---------- Material provided ----------
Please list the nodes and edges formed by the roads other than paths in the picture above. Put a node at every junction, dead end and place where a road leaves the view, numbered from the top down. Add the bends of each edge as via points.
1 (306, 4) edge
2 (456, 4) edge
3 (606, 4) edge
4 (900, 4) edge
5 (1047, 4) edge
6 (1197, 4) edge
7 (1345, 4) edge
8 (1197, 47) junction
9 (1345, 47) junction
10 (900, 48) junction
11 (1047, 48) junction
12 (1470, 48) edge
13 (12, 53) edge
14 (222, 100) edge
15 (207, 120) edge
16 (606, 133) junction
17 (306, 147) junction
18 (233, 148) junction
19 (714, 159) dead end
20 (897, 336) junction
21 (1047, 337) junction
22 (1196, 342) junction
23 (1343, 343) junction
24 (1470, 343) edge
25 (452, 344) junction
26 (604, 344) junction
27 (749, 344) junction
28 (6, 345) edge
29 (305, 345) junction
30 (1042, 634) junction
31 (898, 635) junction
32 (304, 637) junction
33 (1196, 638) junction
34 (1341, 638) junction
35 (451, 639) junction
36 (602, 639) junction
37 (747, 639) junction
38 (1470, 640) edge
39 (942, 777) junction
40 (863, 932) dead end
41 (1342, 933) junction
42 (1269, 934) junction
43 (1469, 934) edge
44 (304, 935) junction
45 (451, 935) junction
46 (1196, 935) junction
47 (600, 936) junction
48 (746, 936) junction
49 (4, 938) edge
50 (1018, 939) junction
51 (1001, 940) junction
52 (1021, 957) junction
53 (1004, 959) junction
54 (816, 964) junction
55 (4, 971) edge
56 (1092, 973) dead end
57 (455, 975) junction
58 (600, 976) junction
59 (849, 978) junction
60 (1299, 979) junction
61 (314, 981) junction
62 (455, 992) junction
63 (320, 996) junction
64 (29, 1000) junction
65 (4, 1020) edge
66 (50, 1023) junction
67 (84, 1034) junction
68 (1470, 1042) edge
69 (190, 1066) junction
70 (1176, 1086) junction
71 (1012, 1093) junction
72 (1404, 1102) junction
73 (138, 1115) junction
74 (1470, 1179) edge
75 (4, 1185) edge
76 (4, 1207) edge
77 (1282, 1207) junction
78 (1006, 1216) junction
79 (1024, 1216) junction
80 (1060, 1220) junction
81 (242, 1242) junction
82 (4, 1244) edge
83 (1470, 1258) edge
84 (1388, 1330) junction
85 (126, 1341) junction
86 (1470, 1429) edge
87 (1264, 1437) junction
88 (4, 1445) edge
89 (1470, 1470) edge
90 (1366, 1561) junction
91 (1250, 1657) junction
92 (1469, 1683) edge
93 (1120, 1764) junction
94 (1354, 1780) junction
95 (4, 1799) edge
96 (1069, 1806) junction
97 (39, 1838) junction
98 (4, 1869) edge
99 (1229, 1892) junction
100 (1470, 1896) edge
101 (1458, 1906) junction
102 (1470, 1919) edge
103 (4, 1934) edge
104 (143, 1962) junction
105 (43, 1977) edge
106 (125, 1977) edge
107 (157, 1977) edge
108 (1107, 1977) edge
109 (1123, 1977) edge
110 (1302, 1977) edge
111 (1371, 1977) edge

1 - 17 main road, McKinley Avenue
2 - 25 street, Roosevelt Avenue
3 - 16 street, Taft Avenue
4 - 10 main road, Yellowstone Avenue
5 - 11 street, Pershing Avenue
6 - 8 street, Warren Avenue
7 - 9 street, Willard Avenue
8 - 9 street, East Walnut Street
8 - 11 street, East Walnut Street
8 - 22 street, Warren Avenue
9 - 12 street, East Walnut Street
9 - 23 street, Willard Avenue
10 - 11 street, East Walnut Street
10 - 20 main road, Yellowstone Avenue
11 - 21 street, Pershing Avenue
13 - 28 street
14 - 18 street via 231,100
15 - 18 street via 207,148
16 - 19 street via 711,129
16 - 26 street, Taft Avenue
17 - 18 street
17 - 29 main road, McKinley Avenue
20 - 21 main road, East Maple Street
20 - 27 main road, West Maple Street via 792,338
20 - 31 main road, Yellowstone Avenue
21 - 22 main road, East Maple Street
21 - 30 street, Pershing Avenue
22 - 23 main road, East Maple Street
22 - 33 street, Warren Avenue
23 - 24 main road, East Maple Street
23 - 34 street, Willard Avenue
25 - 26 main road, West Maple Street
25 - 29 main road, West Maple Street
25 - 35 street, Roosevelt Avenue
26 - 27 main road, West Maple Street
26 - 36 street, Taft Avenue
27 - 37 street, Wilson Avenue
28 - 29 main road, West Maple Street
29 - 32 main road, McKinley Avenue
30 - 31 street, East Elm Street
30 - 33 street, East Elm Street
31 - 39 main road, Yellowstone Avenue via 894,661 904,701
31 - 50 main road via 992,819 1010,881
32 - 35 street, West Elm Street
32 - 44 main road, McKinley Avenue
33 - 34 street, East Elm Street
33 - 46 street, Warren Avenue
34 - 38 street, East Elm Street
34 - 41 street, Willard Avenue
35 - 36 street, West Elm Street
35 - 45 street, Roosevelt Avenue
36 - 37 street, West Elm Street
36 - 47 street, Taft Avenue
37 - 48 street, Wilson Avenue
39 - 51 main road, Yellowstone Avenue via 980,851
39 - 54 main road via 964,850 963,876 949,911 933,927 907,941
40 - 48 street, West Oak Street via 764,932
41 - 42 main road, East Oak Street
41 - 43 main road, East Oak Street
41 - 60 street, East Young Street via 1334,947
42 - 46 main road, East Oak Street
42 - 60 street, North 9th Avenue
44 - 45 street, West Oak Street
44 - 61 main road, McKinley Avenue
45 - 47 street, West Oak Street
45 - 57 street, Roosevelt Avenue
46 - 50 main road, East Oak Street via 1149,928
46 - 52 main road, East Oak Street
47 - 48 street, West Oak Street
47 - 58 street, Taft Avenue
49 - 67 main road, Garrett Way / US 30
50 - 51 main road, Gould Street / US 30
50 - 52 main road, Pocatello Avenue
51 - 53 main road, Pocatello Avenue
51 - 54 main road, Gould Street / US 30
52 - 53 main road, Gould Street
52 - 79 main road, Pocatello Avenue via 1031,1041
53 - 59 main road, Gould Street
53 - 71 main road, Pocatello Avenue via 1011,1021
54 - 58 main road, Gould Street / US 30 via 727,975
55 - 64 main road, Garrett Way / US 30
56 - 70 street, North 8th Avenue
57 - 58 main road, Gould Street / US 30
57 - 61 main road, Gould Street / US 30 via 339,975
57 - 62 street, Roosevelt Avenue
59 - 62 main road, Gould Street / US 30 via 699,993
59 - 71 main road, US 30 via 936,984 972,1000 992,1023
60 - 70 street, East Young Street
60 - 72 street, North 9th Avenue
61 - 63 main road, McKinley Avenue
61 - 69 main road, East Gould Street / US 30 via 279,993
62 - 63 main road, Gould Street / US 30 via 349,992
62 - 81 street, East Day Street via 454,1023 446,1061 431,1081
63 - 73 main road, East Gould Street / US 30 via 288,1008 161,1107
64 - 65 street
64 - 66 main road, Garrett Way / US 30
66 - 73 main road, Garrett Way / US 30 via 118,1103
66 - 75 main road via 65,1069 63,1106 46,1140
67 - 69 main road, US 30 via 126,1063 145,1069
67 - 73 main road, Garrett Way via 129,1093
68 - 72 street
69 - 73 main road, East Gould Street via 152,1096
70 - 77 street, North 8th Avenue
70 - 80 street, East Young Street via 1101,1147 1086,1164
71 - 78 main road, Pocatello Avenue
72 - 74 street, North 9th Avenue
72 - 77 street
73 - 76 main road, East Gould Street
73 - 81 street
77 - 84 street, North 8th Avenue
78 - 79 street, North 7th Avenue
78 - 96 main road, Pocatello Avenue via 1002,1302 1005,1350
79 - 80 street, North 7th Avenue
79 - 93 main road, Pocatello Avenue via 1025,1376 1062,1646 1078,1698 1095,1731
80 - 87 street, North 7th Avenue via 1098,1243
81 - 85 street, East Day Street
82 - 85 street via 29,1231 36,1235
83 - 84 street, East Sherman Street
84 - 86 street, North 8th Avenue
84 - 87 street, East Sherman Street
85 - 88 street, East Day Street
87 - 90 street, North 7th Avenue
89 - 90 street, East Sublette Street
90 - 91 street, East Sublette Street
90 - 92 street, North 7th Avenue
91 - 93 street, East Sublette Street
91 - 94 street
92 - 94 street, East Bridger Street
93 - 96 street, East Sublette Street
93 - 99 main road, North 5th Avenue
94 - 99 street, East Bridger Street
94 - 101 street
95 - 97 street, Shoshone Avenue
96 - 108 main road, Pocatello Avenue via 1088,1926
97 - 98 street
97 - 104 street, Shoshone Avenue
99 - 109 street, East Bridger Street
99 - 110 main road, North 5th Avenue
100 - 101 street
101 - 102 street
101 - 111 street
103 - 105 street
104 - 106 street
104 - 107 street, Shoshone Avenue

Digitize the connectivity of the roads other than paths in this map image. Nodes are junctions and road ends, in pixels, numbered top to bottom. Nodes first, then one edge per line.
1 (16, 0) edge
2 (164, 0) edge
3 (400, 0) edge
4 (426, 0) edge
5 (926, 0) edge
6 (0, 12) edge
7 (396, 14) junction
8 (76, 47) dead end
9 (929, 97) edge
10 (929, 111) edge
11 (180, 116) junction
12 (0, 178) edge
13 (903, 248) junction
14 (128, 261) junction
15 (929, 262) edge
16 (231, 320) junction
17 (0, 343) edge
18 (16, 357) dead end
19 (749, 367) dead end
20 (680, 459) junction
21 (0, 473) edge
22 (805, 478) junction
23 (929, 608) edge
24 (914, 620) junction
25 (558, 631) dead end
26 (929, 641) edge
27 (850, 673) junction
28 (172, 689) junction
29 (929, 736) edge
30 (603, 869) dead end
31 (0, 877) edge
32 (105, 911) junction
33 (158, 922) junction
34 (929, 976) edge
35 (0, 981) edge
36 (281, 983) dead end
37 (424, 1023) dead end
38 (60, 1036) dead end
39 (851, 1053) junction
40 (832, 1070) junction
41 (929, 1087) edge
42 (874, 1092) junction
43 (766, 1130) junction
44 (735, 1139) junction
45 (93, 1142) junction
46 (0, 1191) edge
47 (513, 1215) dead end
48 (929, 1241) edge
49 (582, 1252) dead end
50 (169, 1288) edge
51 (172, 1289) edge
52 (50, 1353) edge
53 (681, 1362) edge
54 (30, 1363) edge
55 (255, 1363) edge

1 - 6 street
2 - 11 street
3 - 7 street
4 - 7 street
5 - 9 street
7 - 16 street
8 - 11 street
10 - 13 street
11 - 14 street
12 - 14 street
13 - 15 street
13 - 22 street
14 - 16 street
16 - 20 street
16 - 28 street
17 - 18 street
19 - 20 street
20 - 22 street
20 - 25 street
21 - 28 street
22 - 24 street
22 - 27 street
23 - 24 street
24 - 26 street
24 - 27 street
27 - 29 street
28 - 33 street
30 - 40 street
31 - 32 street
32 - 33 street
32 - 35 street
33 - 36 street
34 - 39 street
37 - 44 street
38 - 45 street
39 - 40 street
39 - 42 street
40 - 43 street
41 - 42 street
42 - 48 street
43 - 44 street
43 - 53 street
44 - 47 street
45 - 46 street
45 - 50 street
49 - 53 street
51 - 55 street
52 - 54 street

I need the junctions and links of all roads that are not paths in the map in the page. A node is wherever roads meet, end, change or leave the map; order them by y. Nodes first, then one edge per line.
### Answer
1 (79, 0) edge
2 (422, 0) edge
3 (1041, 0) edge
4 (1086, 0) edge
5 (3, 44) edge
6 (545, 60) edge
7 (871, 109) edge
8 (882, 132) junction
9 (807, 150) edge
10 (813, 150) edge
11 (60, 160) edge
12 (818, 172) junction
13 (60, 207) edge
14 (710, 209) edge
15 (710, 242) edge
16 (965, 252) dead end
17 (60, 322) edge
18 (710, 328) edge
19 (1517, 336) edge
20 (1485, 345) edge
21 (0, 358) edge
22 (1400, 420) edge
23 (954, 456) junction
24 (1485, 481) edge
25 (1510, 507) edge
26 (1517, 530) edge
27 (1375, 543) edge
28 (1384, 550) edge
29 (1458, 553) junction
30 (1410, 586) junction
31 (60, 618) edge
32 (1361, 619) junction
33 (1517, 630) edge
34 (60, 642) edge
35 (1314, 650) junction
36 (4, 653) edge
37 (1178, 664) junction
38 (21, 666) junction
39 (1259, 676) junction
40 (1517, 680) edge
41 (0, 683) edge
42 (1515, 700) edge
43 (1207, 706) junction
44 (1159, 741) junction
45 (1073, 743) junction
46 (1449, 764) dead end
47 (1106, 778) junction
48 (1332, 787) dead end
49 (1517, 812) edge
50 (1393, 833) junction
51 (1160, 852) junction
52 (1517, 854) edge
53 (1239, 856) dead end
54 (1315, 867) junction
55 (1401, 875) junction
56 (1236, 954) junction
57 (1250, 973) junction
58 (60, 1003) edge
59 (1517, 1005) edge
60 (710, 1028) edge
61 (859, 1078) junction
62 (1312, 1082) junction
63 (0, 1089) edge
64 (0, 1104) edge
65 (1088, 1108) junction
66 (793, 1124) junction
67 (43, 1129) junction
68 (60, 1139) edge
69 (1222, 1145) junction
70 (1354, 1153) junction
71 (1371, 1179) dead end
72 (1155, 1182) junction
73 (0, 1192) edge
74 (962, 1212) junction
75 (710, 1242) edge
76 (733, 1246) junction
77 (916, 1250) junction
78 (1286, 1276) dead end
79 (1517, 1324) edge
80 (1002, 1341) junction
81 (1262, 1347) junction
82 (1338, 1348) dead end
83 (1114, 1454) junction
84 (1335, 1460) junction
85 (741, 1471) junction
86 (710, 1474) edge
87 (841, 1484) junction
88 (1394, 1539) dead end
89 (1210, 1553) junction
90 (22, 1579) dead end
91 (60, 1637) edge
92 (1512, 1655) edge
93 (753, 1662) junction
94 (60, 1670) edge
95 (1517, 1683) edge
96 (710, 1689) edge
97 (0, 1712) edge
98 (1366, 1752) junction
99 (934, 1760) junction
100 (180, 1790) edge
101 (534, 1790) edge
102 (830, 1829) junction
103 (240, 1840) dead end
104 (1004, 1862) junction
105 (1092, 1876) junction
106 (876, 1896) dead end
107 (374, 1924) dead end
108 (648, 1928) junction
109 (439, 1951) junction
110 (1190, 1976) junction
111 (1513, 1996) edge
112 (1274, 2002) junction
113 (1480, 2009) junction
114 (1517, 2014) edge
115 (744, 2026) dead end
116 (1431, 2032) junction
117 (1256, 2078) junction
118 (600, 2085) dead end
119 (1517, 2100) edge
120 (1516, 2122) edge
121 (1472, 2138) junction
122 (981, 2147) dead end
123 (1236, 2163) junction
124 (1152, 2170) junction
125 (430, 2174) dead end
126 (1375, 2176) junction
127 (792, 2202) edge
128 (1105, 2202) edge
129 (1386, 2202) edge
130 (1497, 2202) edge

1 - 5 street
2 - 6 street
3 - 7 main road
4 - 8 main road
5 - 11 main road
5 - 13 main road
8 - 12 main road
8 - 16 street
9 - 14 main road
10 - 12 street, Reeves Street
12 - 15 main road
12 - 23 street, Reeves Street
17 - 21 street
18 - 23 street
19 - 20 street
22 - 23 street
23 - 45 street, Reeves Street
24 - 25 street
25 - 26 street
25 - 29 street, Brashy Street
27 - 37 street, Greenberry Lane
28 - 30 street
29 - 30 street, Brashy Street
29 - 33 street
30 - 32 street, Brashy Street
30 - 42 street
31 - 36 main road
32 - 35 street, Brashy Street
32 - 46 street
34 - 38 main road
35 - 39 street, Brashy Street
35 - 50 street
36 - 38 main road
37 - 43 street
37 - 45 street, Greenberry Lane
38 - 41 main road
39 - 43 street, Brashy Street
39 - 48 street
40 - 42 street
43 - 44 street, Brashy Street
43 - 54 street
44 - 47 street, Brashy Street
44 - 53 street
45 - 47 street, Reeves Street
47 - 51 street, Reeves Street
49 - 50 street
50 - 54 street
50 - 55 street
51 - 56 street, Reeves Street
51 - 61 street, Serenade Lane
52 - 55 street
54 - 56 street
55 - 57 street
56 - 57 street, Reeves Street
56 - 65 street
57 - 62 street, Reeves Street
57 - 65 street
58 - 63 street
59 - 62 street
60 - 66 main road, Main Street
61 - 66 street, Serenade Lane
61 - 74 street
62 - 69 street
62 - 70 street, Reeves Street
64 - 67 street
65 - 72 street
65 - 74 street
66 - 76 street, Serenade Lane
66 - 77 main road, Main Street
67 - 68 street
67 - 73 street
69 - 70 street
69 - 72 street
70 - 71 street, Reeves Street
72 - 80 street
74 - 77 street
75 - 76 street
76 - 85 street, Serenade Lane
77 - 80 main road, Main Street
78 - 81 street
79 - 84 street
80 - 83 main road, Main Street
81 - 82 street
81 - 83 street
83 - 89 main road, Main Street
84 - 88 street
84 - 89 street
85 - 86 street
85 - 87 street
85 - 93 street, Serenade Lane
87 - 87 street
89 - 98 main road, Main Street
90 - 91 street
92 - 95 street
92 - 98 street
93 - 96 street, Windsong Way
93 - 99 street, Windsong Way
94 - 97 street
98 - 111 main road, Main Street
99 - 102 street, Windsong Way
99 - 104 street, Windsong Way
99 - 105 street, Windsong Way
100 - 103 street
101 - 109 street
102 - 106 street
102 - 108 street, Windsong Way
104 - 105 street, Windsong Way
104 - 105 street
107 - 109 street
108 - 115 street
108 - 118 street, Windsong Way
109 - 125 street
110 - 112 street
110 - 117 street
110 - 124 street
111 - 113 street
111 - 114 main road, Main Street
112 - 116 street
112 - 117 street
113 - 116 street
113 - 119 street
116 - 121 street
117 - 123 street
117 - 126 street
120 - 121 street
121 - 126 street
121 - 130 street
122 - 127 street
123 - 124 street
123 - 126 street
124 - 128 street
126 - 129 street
----------
Instructions for the task:
Look through the entries and copy every line in which the string "West" appears.

Exercise answer:
20 - 27 main road, West Maple Street via 792,338
25 - 26 main road, West Maple Street
25 - 29 main road, West Maple Street
26 - 27 main road, West Maple Street
28 - 29 main road, West Maple Street
32 - 35 street, West Elm Street
35 - 36 street, West Elm Street
36 - 37 street, West Elm Street
40 - 48 street, West Oak Street via 764,932
44 - 45 street, West Oak Street
45 - 47 street, West Oak Street
47 - 48 street, West Oak Street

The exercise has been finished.